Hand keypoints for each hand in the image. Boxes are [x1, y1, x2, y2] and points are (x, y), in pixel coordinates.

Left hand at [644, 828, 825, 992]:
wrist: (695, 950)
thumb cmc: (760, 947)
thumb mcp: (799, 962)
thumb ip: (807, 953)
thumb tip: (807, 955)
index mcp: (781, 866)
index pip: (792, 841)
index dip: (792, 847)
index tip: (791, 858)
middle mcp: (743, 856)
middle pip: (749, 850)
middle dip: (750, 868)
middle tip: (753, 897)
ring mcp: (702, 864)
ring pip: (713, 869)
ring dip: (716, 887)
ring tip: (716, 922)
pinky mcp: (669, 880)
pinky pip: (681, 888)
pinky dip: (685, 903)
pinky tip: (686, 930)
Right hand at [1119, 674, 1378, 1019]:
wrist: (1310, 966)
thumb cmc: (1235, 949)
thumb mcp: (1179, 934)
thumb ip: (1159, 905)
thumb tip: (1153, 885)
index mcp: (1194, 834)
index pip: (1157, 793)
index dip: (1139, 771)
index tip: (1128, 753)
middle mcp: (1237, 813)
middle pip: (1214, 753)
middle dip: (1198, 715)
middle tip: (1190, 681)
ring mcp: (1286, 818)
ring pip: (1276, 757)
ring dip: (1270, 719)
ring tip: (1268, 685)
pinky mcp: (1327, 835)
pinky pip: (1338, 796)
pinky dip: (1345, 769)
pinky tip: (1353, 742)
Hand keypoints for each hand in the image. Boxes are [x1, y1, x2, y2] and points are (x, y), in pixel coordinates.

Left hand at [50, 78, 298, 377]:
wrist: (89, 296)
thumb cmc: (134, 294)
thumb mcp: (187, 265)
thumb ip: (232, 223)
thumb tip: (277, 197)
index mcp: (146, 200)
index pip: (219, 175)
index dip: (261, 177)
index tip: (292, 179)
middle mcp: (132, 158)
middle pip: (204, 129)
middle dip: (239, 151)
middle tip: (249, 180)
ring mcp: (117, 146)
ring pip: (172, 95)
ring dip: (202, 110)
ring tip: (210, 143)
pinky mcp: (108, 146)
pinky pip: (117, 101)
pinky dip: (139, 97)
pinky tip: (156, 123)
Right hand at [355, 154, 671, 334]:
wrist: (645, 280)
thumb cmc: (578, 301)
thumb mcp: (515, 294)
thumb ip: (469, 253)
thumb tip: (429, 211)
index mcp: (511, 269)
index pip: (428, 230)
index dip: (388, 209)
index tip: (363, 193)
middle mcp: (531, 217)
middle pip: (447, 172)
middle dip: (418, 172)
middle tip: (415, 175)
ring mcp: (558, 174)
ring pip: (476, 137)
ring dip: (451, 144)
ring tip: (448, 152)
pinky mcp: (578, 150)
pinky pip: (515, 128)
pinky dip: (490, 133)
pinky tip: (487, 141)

+++

> **Task prompt**: Reproduce all the data precisely, word for word.

> **Exercise result**:
Hand keypoints for each hand in the image. Boxes are [x1, y1, x2, y2] and points are (x, y), in pixel coordinates.

Left hand at [644, 828, 825, 992]:
wrist: (695, 950)
thumb cmc: (760, 947)
thumb mcp: (799, 962)
thumb ip: (807, 953)
thumb tip: (807, 955)
index mcp: (781, 866)
index pip: (792, 841)
index dip: (792, 847)
index tip: (791, 858)
middle mcp: (743, 856)
middle pip: (749, 850)
middle dip: (750, 868)
middle tip: (753, 897)
ring mcp: (702, 864)
ring pip: (713, 869)
ring dip: (716, 887)
ring tip: (716, 922)
pinky mcp: (669, 880)
pinky pip: (681, 888)
pinky dip: (685, 903)
pinky tip: (686, 930)
Right hand at [1119, 674, 1378, 1019]:
wrist: (1310, 966)
thumb cmc: (1235, 949)
thumb mcp: (1179, 934)
thumb ip: (1159, 905)
thumb tip: (1153, 885)
index mcp: (1194, 834)
index pip: (1157, 793)
index dip: (1139, 771)
index tip: (1128, 753)
middle mcp: (1237, 813)
middle pip: (1214, 753)
middle dip: (1198, 715)
middle tip: (1190, 681)
ring mcp: (1286, 818)
ring pip: (1276, 757)
ring dip: (1270, 719)
ring tip: (1268, 685)
pinky mcp: (1327, 835)
pinky pip: (1338, 796)
pinky dip: (1345, 769)
pinky tip: (1353, 742)
Hand keypoints for each hand in the image. Boxes are [x1, y1, x2, y2] and points are (x, y), in pixel coordinates.

Left hand at [50, 78, 298, 377]:
wrist: (89, 296)
thumb cmc: (134, 294)
thumb mcp: (187, 265)
thumb ip: (232, 223)
thumb tip: (277, 197)
index mcp: (146, 200)
index pip: (219, 175)
index dip: (261, 177)
index tip: (292, 179)
middle mcp: (132, 158)
middle pip: (204, 129)
middle dip: (239, 151)
middle tip: (249, 180)
ring mcp: (117, 146)
ring pip: (172, 95)
ring dip: (202, 110)
ring tip: (210, 143)
pinky mcp: (108, 146)
pinky pip: (117, 101)
pinky dip: (139, 97)
pinky tip: (156, 123)
Right hand at [355, 154, 671, 334]:
wrist: (645, 280)
thumb cmc: (578, 301)
thumb mcp: (515, 294)
thumb ip: (469, 253)
thumb tip: (429, 211)
index mcp: (511, 269)
index pip: (428, 230)
index dip: (388, 209)
index tip: (363, 193)
middle mcp: (531, 217)
middle pip: (447, 172)
middle dip: (418, 172)
middle tip: (415, 175)
ring mcp: (558, 174)
ring pip: (476, 137)
ring dip: (451, 144)
ring tip: (448, 152)
pinky mcp: (578, 150)
pinky pip: (515, 128)
pinky dip: (490, 133)
pinky tip: (487, 141)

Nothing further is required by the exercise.